* ASSIGNED TASK:
Would it be possible to write out each entry below exactly, without the pictures?
(SUPPLIED INFORMATION begins)
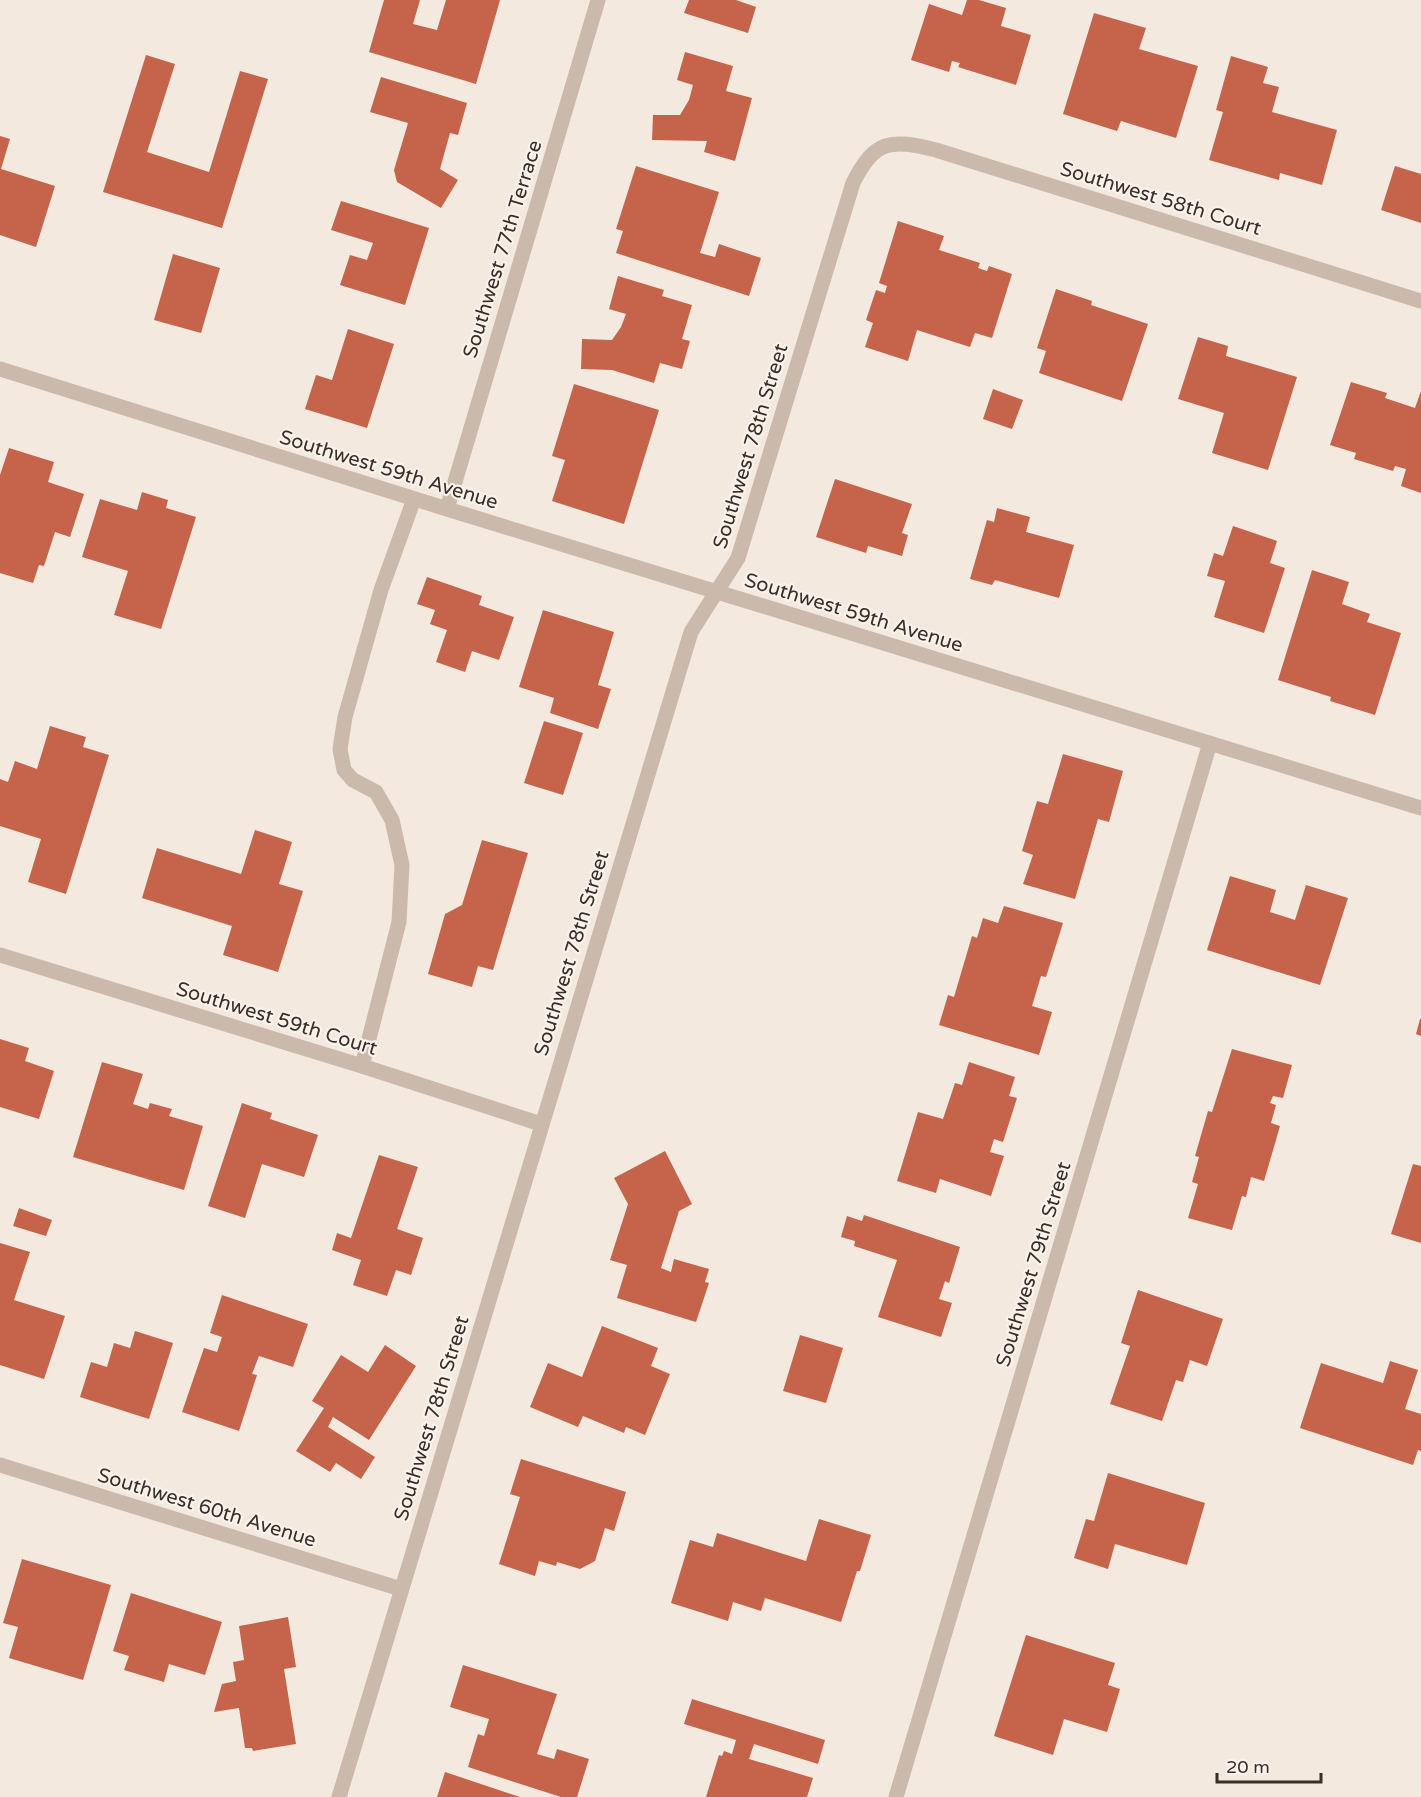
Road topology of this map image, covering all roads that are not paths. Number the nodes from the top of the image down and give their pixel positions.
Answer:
1 (598, 0) edge
2 (888, 144) joint
3 (1421, 301) edge
4 (0, 369) edge
5 (414, 499) junction
6 (447, 509) junction
7 (718, 592) junction
8 (1210, 743) junction
9 (1421, 808) edge
10 (0, 955) edge
11 (362, 1066) junction
12 (541, 1124) junction
13 (0, 1465) edge
14 (401, 1589) junction
15 (339, 1797) edge
16 (896, 1797) edge

1 - 6 street, Southwest 77th Terrace
2 - 3 street, Southwest 58th Court
2 - 7 street, Southwest 78th Street
4 - 5 street, Southwest 59th Avenue
5 - 6 street, Southwest 59th Avenue
5 - 11 street
6 - 7 street, Southwest 59th Avenue
7 - 8 street, Southwest 59th Avenue
7 - 12 street, Southwest 78th Street
8 - 9 street, Southwest 59th Avenue
8 - 16 street, Southwest 79th Street
10 - 11 street, Southwest 59th Court
11 - 12 street, Southwest 59th Court
12 - 14 street, Southwest 78th Street
13 - 14 street, Southwest 60th Avenue
14 - 15 street, Southwest 78th Street

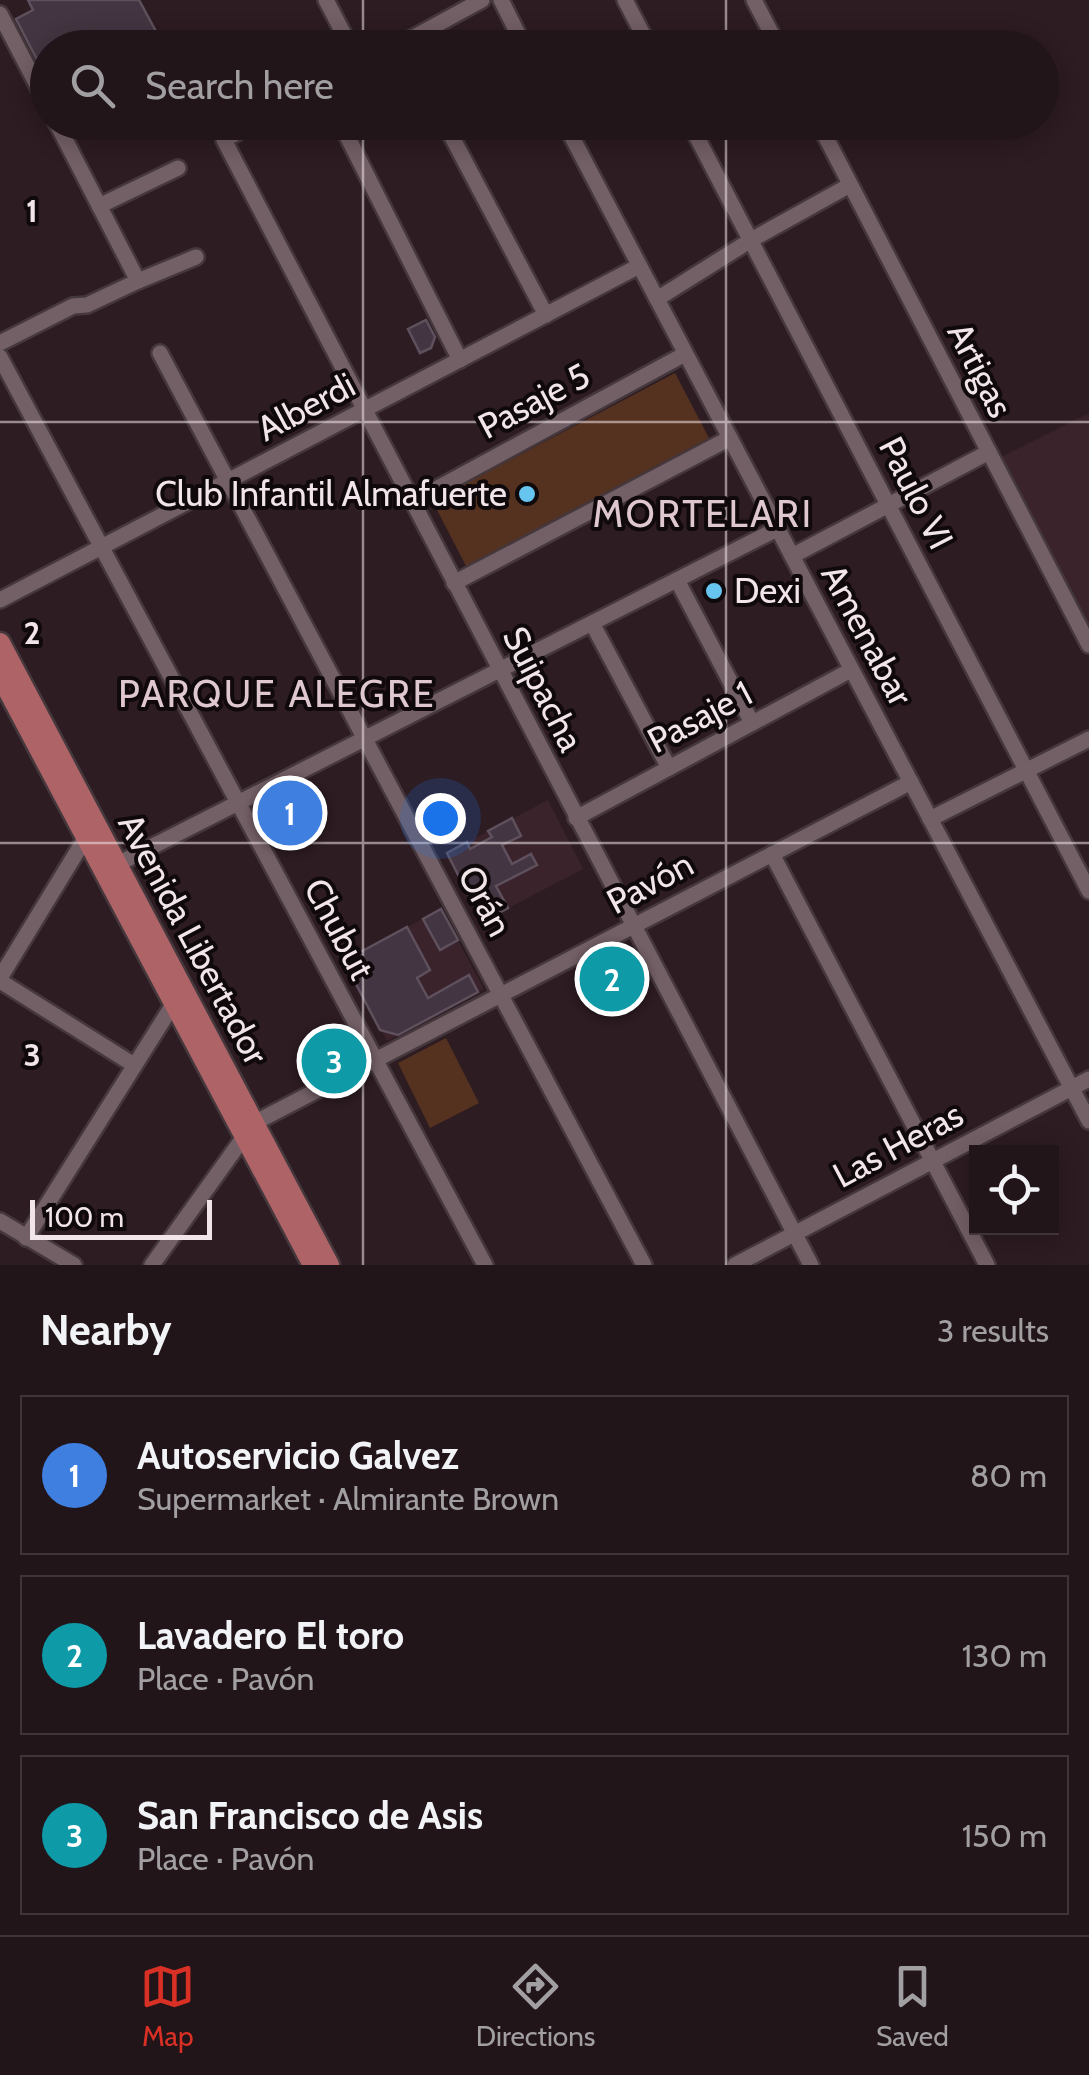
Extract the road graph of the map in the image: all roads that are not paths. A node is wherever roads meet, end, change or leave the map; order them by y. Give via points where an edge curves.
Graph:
1 (326, 0) edge
2 (482, 0) edge
3 (501, 0) edge
4 (625, 0) edge
5 (754, 0) edge
6 (0, 14) edge
7 (342, 30) edge
8 (428, 30) edge
9 (517, 30) edge
10 (641, 30) edge
11 (769, 30) edge
12 (30, 72) edge
13 (65, 140) edge
14 (224, 140) edge
15 (349, 140) edge
16 (454, 140) edge
17 (573, 140) edge
18 (699, 140) edge
19 (827, 140) edge
20 (178, 168) dead end
21 (850, 186) junction
22 (99, 206) junction
23 (751, 240) junction
24 (196, 258) dead end
25 (639, 266) junction
26 (138, 282) junction
27 (657, 299) junction
28 (546, 315) junction
29 (0, 343) edge
30 (160, 353) dead end
31 (685, 354) junction
32 (0, 358) edge
33 (460, 360) junction
34 (365, 410) junction
35 (730, 438) junction
36 (989, 452) junction
37 (228, 481) junction
38 (412, 502) junction
39 (889, 505) junction
40 (777, 529) junction
41 (101, 547) junction
42 (792, 556) junction
43 (677, 580) junction
44 (454, 583) junction
45 (0, 600) edge
46 (592, 623) junction
47 (0, 643) edge
48 (1089, 645) edge
49 (500, 670) junction
50 (851, 670) junction
51 (0, 675) edge
52 (752, 723) junction
53 (364, 739) junction
54 (1089, 739) edge
55 (669, 768) junction
56 (1026, 770) junction
57 (910, 782) junction
58 (238, 803) junction
59 (576, 818) junction
60 (930, 819) junction
61 (93, 834) junction
62 (772, 854) junction
63 (110, 868) junction
64 (1089, 892) edge
65 (634, 926) junction
66 (0, 980) edge
67 (501, 996) junction
68 (174, 1003) junction
69 (375, 1060) junction
70 (134, 1066) junction
71 (1089, 1079) edge
72 (1072, 1088) junction
73 (1089, 1121) edge
74 (249, 1128) junction
75 (932, 1160) junction
76 (0, 1221) edge
77 (794, 1233) junction
78 (26, 1238) junction
79 (303, 1259) edge
80 (68, 1263) edge
81 (152, 1265) edge
82 (329, 1265) edge
83 (484, 1265) edge
84 (644, 1265) edge
85 (734, 1265) edge
86 (811, 1265) edge
87 (987, 1265) edge

1 - 7 street
2 - 8 street
3 - 9 street
4 - 10 street
5 - 11 street
6 - 12 street
13 - 22 street
14 - 34 street, Suipacha
15 - 33 street
16 - 28 street
17 - 25 street, Amenabar
18 - 23 street, Paulo VI
19 - 21 street, Artigas
20 - 22 street
21 - 23 street
21 - 36 street, Artigas
22 - 26 street
23 - 27 street
23 - 39 street, Paulo VI
24 - 26 street
25 - 27 street, Amenabar
25 - 28 street, Alberdi
26 - 29 street
27 - 31 street, Amenabar
28 - 33 street, Alberdi
30 - 37 street, Orán
31 - 35 street, Amenabar
31 - 38 street, Pasaje 5
32 - 41 street, Chubut
33 - 34 street, Alberdi
34 - 37 street, Alberdi
34 - 38 street, Suipacha
35 - 40 street, Amenabar
35 - 44 street
36 - 39 street
36 - 48 street, Artigas
37 - 41 street, Alberdi
37 - 53 street, Orán
38 - 44 street, Suipacha
39 - 42 street
39 - 56 street, Paulo VI
40 - 42 street, Amenabar
40 - 43 street
41 - 45 street, Alberdi
41 - 58 street, Chubut
42 - 50 street, Amenabar
43 - 46 street
43 - 52 street
44 - 49 street, Suipacha
46 - 49 street
46 - 55 street
47 - 61 main road, Avenida Libertador
49 - 53 street
49 - 59 street, Suipacha
50 - 52 street, Pasaje 1
50 - 57 street, Amenabar
51 - 61 main road, Avenida Libertador
52 - 55 street, Pasaje 1
53 - 58 street
53 - 67 street, Orán
54 - 56 street
55 - 59 street, Pasaje 1
56 - 60 street
56 - 64 street, Paulo VI
57 - 60 street, Amenabar
57 - 62 street, Pavón
58 - 63 street
58 - 69 street, Chubut
59 - 65 street, Suipacha
60 - 72 street, Amenabar
61 - 63 main road, Avenida Libertador
61 - 66 street
62 - 65 street, Pavón
62 - 75 street
63 - 68 main road, Avenida Libertador
63 - 74 main road, Avenida Libertador
65 - 67 street, Pavón
65 - 77 street, Suipacha
66 - 70 street
67 - 69 street, Pavón
67 - 84 street, Orán
68 - 70 street
68 - 74 main road, Avenida Libertador
69 - 74 street, Pavón
69 - 83 street, Chubut
70 - 78 street
71 - 72 street, Las Heras
72 - 73 street, Amenabar
72 - 75 street, Las Heras
74 - 79 main road, Avenida Libertador
74 - 81 street, Pavón
74 - 82 main road, Avenida Libertador
75 - 77 street, Las Heras
75 - 87 street
76 - 78 street
77 - 85 street, Las Heras
77 - 86 street, Suipacha
78 - 80 street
(SUPPLIED INFORMATION ends)
* ANSWER AREA:
Road topology of this map image, covering all roads that are not paths. Number the nodes from the top of the image down and give their pixel positions.
Answer:
1 (598, 0) edge
2 (888, 144) joint
3 (1421, 301) edge
4 (0, 369) edge
5 (414, 499) junction
6 (447, 509) junction
7 (718, 592) junction
8 (1210, 743) junction
9 (1421, 808) edge
10 (0, 955) edge
11 (362, 1066) junction
12 (541, 1124) junction
13 (0, 1465) edge
14 (401, 1589) junction
15 (339, 1797) edge
16 (896, 1797) edge

1 - 6 street, Southwest 77th Terrace
2 - 3 street, Southwest 58th Court
2 - 7 street, Southwest 78th Street
4 - 5 street, Southwest 59th Avenue
5 - 6 street, Southwest 59th Avenue
5 - 11 street
6 - 7 street, Southwest 59th Avenue
7 - 8 street, Southwest 59th Avenue
7 - 12 street, Southwest 78th Street
8 - 9 street, Southwest 59th Avenue
8 - 16 street, Southwest 79th Street
10 - 11 street, Southwest 59th Court
11 - 12 street, Southwest 59th Court
12 - 14 street, Southwest 78th Street
13 - 14 street, Southwest 60th Avenue
14 - 15 street, Southwest 78th Street

Extract the road graph of the map in the image: all roads that are not paths. A node is wherever roads meet, end, change or leave the map; order them by y. Give via points where an edge curves.
Graph:
1 (326, 0) edge
2 (482, 0) edge
3 (501, 0) edge
4 (625, 0) edge
5 (754, 0) edge
6 (0, 14) edge
7 (342, 30) edge
8 (428, 30) edge
9 (517, 30) edge
10 (641, 30) edge
11 (769, 30) edge
12 (30, 72) edge
13 (65, 140) edge
14 (224, 140) edge
15 (349, 140) edge
16 (454, 140) edge
17 (573, 140) edge
18 (699, 140) edge
19 (827, 140) edge
20 (178, 168) dead end
21 (850, 186) junction
22 (99, 206) junction
23 (751, 240) junction
24 (196, 258) dead end
25 (639, 266) junction
26 (138, 282) junction
27 (657, 299) junction
28 (546, 315) junction
29 (0, 343) edge
30 (160, 353) dead end
31 (685, 354) junction
32 (0, 358) edge
33 (460, 360) junction
34 (365, 410) junction
35 (730, 438) junction
36 (989, 452) junction
37 (228, 481) junction
38 (412, 502) junction
39 (889, 505) junction
40 (777, 529) junction
41 (101, 547) junction
42 (792, 556) junction
43 (677, 580) junction
44 (454, 583) junction
45 (0, 600) edge
46 (592, 623) junction
47 (0, 643) edge
48 (1089, 645) edge
49 (500, 670) junction
50 (851, 670) junction
51 (0, 675) edge
52 (752, 723) junction
53 (364, 739) junction
54 (1089, 739) edge
55 (669, 768) junction
56 (1026, 770) junction
57 (910, 782) junction
58 (238, 803) junction
59 (576, 818) junction
60 (930, 819) junction
61 (93, 834) junction
62 (772, 854) junction
63 (110, 868) junction
64 (1089, 892) edge
65 (634, 926) junction
66 (0, 980) edge
67 (501, 996) junction
68 (174, 1003) junction
69 (375, 1060) junction
70 (134, 1066) junction
71 (1089, 1079) edge
72 (1072, 1088) junction
73 (1089, 1121) edge
74 (249, 1128) junction
75 (932, 1160) junction
76 (0, 1221) edge
77 (794, 1233) junction
78 (26, 1238) junction
79 (303, 1259) edge
80 (68, 1263) edge
81 (152, 1265) edge
82 (329, 1265) edge
83 (484, 1265) edge
84 (644, 1265) edge
85 (734, 1265) edge
86 (811, 1265) edge
87 (987, 1265) edge

1 - 7 street
2 - 8 street
3 - 9 street
4 - 10 street
5 - 11 street
6 - 12 street
13 - 22 street
14 - 34 street, Suipacha
15 - 33 street
16 - 28 street
17 - 25 street, Amenabar
18 - 23 street, Paulo VI
19 - 21 street, Artigas
20 - 22 street
21 - 23 street
21 - 36 street, Artigas
22 - 26 street
23 - 27 street
23 - 39 street, Paulo VI
24 - 26 street
25 - 27 street, Amenabar
25 - 28 street, Alberdi
26 - 29 street
27 - 31 street, Amenabar
28 - 33 street, Alberdi
30 - 37 street, Orán
31 - 35 street, Amenabar
31 - 38 street, Pasaje 5
32 - 41 street, Chubut
33 - 34 street, Alberdi
34 - 37 street, Alberdi
34 - 38 street, Suipacha
35 - 40 street, Amenabar
35 - 44 street
36 - 39 street
36 - 48 street, Artigas
37 - 41 street, Alberdi
37 - 53 street, Orán
38 - 44 street, Suipacha
39 - 42 street
39 - 56 street, Paulo VI
40 - 42 street, Amenabar
40 - 43 street
41 - 45 street, Alberdi
41 - 58 street, Chubut
42 - 50 street, Amenabar
43 - 46 street
43 - 52 street
44 - 49 street, Suipacha
46 - 49 street
46 - 55 street
47 - 61 main road, Avenida Libertador
49 - 53 street
49 - 59 street, Suipacha
50 - 52 street, Pasaje 1
50 - 57 street, Amenabar
51 - 61 main road, Avenida Libertador
52 - 55 street, Pasaje 1
53 - 58 street
53 - 67 street, Orán
54 - 56 street
55 - 59 street, Pasaje 1
56 - 60 street
56 - 64 street, Paulo VI
57 - 60 street, Amenabar
57 - 62 street, Pavón
58 - 63 street
58 - 69 street, Chubut
59 - 65 street, Suipacha
60 - 72 street, Amenabar
61 - 63 main road, Avenida Libertador
61 - 66 street
62 - 65 street, Pavón
62 - 75 street
63 - 68 main road, Avenida Libertador
63 - 74 main road, Avenida Libertador
65 - 67 street, Pavón
65 - 77 street, Suipacha
66 - 70 street
67 - 69 street, Pavón
67 - 84 street, Orán
68 - 70 street
68 - 74 main road, Avenida Libertador
69 - 74 street, Pavón
69 - 83 street, Chubut
70 - 78 street
71 - 72 street, Las Heras
72 - 73 street, Amenabar
72 - 75 street, Las Heras
74 - 79 main road, Avenida Libertador
74 - 81 street, Pavón
74 - 82 main road, Avenida Libertador
75 - 77 street, Las Heras
75 - 87 street
76 - 78 street
77 - 85 street, Las Heras
77 - 86 street, Suipacha
78 - 80 street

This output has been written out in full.